By Geneva Nodland
Bitter wind blew the heavy snow around Monday night, but the CMU held a much warmer feeling as Red Weather, the campus literary magazine, held a poetry slam and open mic night.
At 7 p.m., the CMU Sun Garden Lounge was packed tight, with the second-floor balcony full and only standing room left on the main level. Throughout the night, people on their way out of the CMU or coming in from the chilly weather stopped to listen to the passionate speakers.
“I thought it was really cool that this many people had gathered to listen to poetry on a night that there was a basketball game and so much other stuff going on,” Olek said.
The evening consisted of poetry readings, live music and an open mic portion at the end for anyone to come forward and read something they wrote or liked. From poetry about self-recognition and lost love to first kiss stories and even the epic battle of “Beowulf” told in traditional Old English, the night included a wide variety of topics and emotions.

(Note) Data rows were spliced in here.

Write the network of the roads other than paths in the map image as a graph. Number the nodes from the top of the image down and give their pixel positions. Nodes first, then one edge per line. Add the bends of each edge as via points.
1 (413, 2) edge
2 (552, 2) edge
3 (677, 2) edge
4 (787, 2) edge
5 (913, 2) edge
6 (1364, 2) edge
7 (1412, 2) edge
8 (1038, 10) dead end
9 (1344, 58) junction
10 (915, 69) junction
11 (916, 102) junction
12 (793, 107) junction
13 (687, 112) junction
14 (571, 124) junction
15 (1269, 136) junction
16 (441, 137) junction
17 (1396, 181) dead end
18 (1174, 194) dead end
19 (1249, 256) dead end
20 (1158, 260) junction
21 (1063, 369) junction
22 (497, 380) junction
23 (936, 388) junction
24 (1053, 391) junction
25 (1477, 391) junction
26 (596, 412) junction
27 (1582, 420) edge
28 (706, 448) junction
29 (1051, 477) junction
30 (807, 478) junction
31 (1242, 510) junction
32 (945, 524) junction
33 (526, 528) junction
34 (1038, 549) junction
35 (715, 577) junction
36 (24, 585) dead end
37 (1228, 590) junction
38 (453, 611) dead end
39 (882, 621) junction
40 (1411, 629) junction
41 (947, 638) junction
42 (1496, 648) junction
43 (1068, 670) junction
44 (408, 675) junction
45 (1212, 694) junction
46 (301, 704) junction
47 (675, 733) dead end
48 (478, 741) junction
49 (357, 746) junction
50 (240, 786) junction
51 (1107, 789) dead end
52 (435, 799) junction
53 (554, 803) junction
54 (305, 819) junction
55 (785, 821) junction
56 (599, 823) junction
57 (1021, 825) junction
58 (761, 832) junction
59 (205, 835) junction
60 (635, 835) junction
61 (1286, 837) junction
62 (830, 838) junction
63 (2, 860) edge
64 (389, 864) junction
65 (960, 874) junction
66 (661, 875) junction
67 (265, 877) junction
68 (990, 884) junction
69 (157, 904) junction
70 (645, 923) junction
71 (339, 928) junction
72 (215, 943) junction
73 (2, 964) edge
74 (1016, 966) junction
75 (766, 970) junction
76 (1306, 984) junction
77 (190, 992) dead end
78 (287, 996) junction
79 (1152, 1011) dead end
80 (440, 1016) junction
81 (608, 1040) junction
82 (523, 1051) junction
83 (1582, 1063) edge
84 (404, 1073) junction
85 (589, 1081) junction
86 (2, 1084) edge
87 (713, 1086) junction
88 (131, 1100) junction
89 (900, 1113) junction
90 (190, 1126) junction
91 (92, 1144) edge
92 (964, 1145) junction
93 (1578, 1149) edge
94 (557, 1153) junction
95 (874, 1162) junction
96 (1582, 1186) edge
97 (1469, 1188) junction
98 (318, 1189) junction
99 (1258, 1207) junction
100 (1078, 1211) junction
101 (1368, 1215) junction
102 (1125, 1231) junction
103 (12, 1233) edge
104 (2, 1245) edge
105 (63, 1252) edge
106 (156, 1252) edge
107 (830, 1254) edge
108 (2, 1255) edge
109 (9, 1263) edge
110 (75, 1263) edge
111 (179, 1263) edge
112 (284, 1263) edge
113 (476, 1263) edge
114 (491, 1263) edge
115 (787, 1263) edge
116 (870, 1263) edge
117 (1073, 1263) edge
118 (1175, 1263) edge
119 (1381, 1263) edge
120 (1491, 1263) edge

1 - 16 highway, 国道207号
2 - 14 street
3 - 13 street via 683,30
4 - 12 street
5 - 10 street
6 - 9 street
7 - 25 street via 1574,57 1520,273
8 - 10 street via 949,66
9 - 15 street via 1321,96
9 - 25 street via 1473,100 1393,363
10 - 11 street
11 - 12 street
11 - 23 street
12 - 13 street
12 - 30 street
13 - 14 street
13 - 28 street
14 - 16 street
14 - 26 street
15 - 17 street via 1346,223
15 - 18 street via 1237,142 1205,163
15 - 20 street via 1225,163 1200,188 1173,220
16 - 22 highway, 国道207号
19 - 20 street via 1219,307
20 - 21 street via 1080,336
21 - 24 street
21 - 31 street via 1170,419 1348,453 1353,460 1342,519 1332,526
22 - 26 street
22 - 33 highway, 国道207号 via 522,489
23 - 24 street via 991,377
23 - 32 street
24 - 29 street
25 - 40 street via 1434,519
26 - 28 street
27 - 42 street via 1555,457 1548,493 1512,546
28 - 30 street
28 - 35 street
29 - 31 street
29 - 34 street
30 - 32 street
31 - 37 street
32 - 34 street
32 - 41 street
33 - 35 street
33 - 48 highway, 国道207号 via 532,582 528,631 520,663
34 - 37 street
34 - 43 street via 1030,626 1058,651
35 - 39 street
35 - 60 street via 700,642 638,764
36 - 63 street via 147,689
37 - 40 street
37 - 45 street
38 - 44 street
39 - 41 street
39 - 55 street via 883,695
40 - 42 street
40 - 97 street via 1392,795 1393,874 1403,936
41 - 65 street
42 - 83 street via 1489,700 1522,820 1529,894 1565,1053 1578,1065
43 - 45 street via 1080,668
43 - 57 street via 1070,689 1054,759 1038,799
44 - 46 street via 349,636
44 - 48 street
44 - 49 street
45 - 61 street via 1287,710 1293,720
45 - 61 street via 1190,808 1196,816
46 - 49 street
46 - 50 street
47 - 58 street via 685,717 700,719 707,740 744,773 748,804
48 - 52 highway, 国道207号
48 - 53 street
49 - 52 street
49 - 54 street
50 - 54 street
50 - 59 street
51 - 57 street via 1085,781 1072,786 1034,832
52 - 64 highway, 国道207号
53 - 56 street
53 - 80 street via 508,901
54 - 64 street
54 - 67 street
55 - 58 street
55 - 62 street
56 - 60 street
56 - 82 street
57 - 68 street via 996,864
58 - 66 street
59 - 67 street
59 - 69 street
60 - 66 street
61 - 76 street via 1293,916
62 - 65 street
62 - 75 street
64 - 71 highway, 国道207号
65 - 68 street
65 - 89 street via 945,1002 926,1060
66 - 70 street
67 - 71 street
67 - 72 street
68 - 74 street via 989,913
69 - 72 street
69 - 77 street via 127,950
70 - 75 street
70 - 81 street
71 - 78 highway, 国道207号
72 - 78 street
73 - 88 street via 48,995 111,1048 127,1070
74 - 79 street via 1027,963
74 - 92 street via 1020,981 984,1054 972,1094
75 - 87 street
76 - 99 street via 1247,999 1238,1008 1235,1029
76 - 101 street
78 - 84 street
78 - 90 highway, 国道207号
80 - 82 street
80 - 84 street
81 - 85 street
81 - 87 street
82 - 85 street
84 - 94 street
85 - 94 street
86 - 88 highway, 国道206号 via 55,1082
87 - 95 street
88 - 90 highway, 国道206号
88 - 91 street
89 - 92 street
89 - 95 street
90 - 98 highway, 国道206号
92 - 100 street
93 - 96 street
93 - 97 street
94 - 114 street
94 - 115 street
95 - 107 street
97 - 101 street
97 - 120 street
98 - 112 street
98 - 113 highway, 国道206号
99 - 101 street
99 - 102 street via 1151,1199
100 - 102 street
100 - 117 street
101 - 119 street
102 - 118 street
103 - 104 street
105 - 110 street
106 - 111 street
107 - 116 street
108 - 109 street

“I think that everybody heard some cool poetry that night, and a lot of people are better off for it,” Olek said. “They heard some important messages that are relevant, and they also heard some really cool famous poetry that’s great to know.”
The open mic portion of the evening began with just a few brave souls venturing on the stage, but it ended up having more speakers than expected.
“I really liked the fact that anyone could go up there,” Olek said. “Because someone like me that didn’t really know what was going on would have felt like they could go up there and start sharing.”
One after another, people including Olek shook off their nerves and decided to speak. Some shared old writing homework assignments, while others vocalized their own thoughts and feelings. Many started their introductions with, “I didn’t plan on doing this tonight but … here we go.”
Photo by: Peter Nwochie Tiewah
Students listen to their peers share poetry and music at the Open Mic Night on Nov. 6.
One of the open mic readers was freshman Hannah Stelter.
“(The event) gives people a place to express themselves, so it’s definitely an event that’s worthwhile to have on campus,” Stelter said. “Especially for people who enjoy poetry but maybe don’t have the courage to go up, the more often that they have (open mic nights) here the more likely someone is going to be willing to go up and speak.”
As the night came to a close, the couches emptied and the cookies slowly disappeared, but the words and emotions everyone heard and felt didn’t.
“I love open mic nights,” Stelter said. “They’re one of my favorite things to go to.”
Stelter hopes to see another event like this in the future, and she’s not the only one.
“I love poetry,” Olek said. “I think we as a society don’t put enough emphasis on it, and it’d be great to have more events like that around MSUM.”